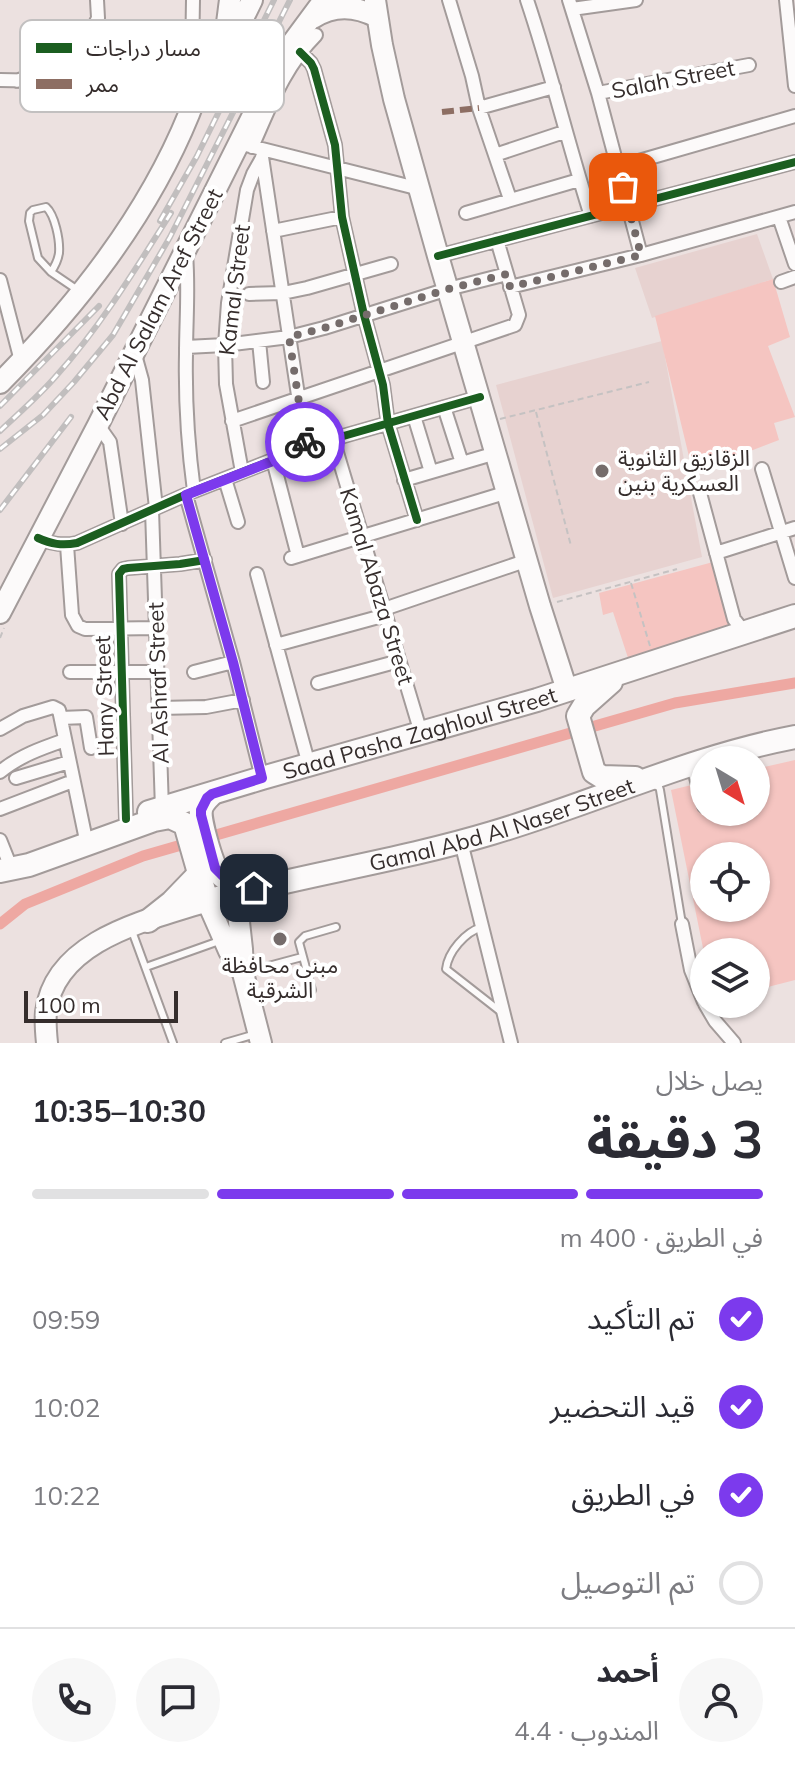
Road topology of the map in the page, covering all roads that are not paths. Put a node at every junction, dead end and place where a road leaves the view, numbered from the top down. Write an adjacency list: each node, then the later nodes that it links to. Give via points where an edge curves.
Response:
1 (97, 0): 13 (street)
2 (193, 0): 14 (street)
3 (230, 0): 15 (main road)
4 (240, 0): 16 (main road)
5 (252, 0): 17 (main road)
6 (324, 0): 18 (main road, Abd Al Salam Aref Street)
7 (449, 0): 31 (street)
8 (527, 0): 29 (street)
9 (636, 0): 11 (street)
10 (786, 0): 19 (street)
11 (570, 5): 30 (street)
12 (376, 9): 18 (main road, via 330,10); 46 (main road)
13 (97, 20)
14 (193, 20)
15 (227, 20)
16 (232, 20)
17 (242, 20)
18 (312, 28): 20 (street, Abd Al Salam Aref Street); 21 (main road, Abd Al Salam Aref Street)
19 (792, 42): 28 (street)
20 (300, 52): 23 (street, Abd Al Salam Aref Street); 44 (street, via 314,69)
21 (284, 56)
22 (749, 65): 30 (street, Salah Street)
23 (284, 76)
24 (0, 80): 26 (street)
25 (20, 80): 26 (street)
26 (17, 81): 27 (street)
27 (20, 81)
28 (795, 86)
29 (554, 87): 31 (street); 39 (street)
30 (598, 93): 43 (street)
31 (479, 108): 41 (street)
32 (185, 112): 38 (street)
33 (190, 112): 38 (main road)
34 (196, 112): 38 (main road)
35 (263, 112): 40 (main road, Abd Al Salam Aref Street)
36 (269, 112): 40 (street, Abd Al Salam Aref Street)
37 (795, 116): 43 (street)
38 (184, 129): 68 (main road, via 139,211)
39 (564, 132): 41 (street); 45 (street)
40 (253, 150): 44 (street); 54 (street); 56 (main road, Abd Al Salam Aref Street); 75 (street, Kamal Street)
41 (495, 155): 47 (street)
42 (795, 162): 48 (street)
43 (618, 167): 48 (street)
44 (337, 168): 46 (street); 52 (street)
45 (579, 180): 47 (street); 51 (street)
46 (420, 189): 58 (main road)
47 (510, 199): 50 (street)
48 (628, 206): 51 (street); 57 (street)
49 (795, 212): 53 (street)
50 (466, 213)
51 (591, 216): 55 (street)
52 (342, 217): 54 (street); 62 (street)
53 (779, 217): 57 (street); 60 (street)
54 (273, 231): 69 (street)
55 (497, 240): 58 (street); 65 (street)
56 (185, 248): 76 (street); 77 (main road, Abd Al Salam Aref Street)
57 (641, 255): 65 (street)
58 (438, 256): 67 (main road)
59 (391, 264): 62 (street)
60 (795, 264)
61 (51, 272): 61 (lane, via 59,252 46,207 33,210 29,221 38,258); 68 (lane)
62 (356, 275): 69 (street); 71 (street)
63 (795, 277): 66 (street)
64 (0, 280): 78 (street)
65 (508, 280): 67 (street); 74 (street, via 519,315 515,325)
66 (781, 282)
67 (448, 289): 71 (street); 74 (main road)
68 (82, 293): 78 (main road)
69 (283, 293): 70 (street); 72 (street)
70 (249, 294)
71 (364, 315): 72 (street); 79 (street)
72 (289, 337): 73 (street); 83 (street)
73 (259, 341): 75 (street); 80 (street)
74 (464, 343): 79 (street); 82 (main road)
75 (225, 345): 76 (street); 86 (street, Kamal Street)
76 (186, 347): 100 (street)
77 (134, 351): 88 (main road, Abd Al Salam Aref Street); 102 (street, Al Ashraf Street, via 142,380)
78 (21, 361): 81 (main road)
79 (379, 371): 83 (street); 87 (street)
80 (263, 382)
81 (0, 383)
82 (480, 397): 84 (street); 91 (main road)
83 (299, 398): 86 (street); 90 (street)
84 (444, 407): 85 (street); 93 (street)
85 (414, 416): 87 (street); 96 (street)
86 (232, 421): 95 (street, Kamal Street)
87 (388, 424): 89 (street); 98 (street)
88 (98, 425): 105 (street, via 110,442); 109 (main road, Abd Al Salam Aref Street)
89 (333, 439): 90 (street); 108 (street, Kamal Abaza Street)
90 (306, 448): 92 (street)
91 (496, 453): 93 (street); 99 (main road)
92 (273, 460): 95 (street); 108 (street, via 295,557)
93 (462, 463): 96 (street)
94 (762, 469): 107 (street)
95 (242, 472): 97 (street)
96 (431, 472): 98 (street)
97 (225, 479): 100 (street); 104 (street)
98 (404, 480): 103 (street)
99 (508, 492): 103 (street); 113 (main road)
100 (190, 493): 102 (street); 112 (street)
101 (700, 493): 111 (street)
102 (154, 509): 105 (street); 114 (street, Al Ashraf Street)
103 (417, 520): 108 (street)
104 (238, 522)
105 (122, 524): 110 (street)
106 (795, 528): 107 (street)
107 (781, 532): 111 (street); 116 (street)
108 (363, 536): 117 (street, Kamal Abaza Street)
109 (38, 538): 110 (street); 118 (main road, Abd Al Salam Aref Street)
110 (67, 545): 121 (street, via 75,622 85,629)
111 (716, 553): 122 (street, via 734,619)
112 (205, 560): 114 (street); 125 (street)
113 (528, 560): 117 (street); 132 (main road, via 565,684)
114 (155, 565): 120 (street, Al Ashraf Street); 121 (street, Hany Street, via 121,571)
115 (257, 574): 123 (street)
116 (795, 578)
117 (385, 612): 123 (street); 124 (street, Kamal Abaza Street)
118 (0, 613)
119 (795, 616): 122 (highway, Saad Pasha Zaghloul Street)
120 (157, 628): 121 (street); 128 (street, Al Ashraf Street)
121 (120, 630): 127 (street, Hany Street)
122 (744, 632): 130 (highway, Saad Pasha Zaghloul Street)
123 (276, 645): 146 (street)
124 (399, 661): 131 (street); 139 (street, Kamal Abaza Street)
125 (233, 662): 129 (street); 133 (street)
126 (70, 672): 127 (street)
127 (122, 672): 128 (street); 157 (street, Hany Street)
128 (158, 672): 135 (street, Al Ashraf Street)
129 (194, 672)
130 (622, 673): 132 (highway, Saad Pasha Zaghloul Street); 136 (highway)
131 (318, 683)
132 (576, 688): 134 (highway, Saad Pasha Zaghloul Street)
133 (243, 700): 135 (street); 150 (street)
134 (537, 700): 136 (highway, via 563,705); 139 (highway, Saad Pasha Zaghloul Street)
135 (159, 708): 156 (street, Al Ashraf Street)
136 (573, 716): 148 (highway)
137 (61, 718): 138 (street, via 53,707); 141 (street); 143 (street, via 86,712)
138 (5, 722)
139 (421, 733): 146 (highway, Saad Pasha Zaghloul Street)
140 (795, 737): 142 (highway, Gamal Abd Al Naser Street)
141 (65, 740): 144 (street); 147 (street)
142 (753, 746)
143 (91, 748)
144 (69, 762): 149 (street); 152 (street)
145 (690, 764): 151 (highway, Gamal Abd Al Naser Street)
146 (309, 765): 150 (highway, Saad Pasha Zaghloul Street)
147 (0, 772)
148 (589, 773): 151 (highway); 154 (highway)
149 (16, 778)
150 (262, 778): 155 (highway, Saad Pasha Zaghloul Street)
151 (648, 778): 154 (highway, Gamal Abd Al Naser Street)
152 (73, 781): 153 (street); 158 (street)
153 (0, 809)
154 (562, 811): 159 (highway, Gamal Abd Al Naser Street); 165 (lane, via 580,812 652,785 659,787)
155 (196, 813): 156 (highway, Saad Pasha Zaghloul Street); 156 (highway); 161 (highway)
156 (158, 814): 157 (highway, Saad Pasha Zaghloul Street); 160 (highway, Saad Pasha Zaghloul Street)
157 (126, 819): 158 (highway, Saad Pasha Zaghloul Street)
158 (85, 835): 160 (highway, Saad Pasha Zaghloul Street)
159 (461, 842): 162 (highway, Gamal Abd Al Naser Street); 167 (street)
160 (6, 863)
161 (204, 871): 162 (highway); 163 (highway); 164 (highway)
162 (254, 888): 163 (highway, Gamal Abd Al Naser Street); 172 (main road, via 240,912)
163 (207, 901): 164 (main road); 168 (main road)
164 (140, 924): 171 (lane); 177 (main road, via 99,940 64,970 46,1012)
165 (682, 924): 170 (street)
166 (336, 927): 169 (lane, via 301,938)
167 (482, 927): 174 (street); 174 (lane, via 466,934 446,969)
168 (224, 939): 171 (lane); 172 (main road)
169 (302, 957): 172 (lane); 173 (lane)
170 (690, 965)
171 (146, 967): 178 (lane)
172 (243, 973): 176 (main road)
173 (312, 990)
174 (504, 1014): 180 (street)
175 (713, 1018): 181 (street)
176 (260, 1038): 179 (lane)
177 (47, 1043)
178 (173, 1043)
179 (225, 1043)
180 (511, 1043)
181 (732, 1043)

—————

Task instructions :: Would you filter the records and copy out each line containing "Ashraf"?

Worked solution ::
77 (134, 351): 88 (main road, Abd Al Salam Aref Street); 102 (street, Al Ashraf Street, via 142,380)
102 (154, 509): 105 (street); 114 (street, Al Ashraf Street)
114 (155, 565): 120 (street, Al Ashraf Street); 121 (street, Hany Street, via 121,571)
120 (157, 628): 121 (street); 128 (street, Al Ashraf Street)
128 (158, 672): 135 (street, Al Ashraf Street)
135 (159, 708): 156 (street, Al Ashraf Street)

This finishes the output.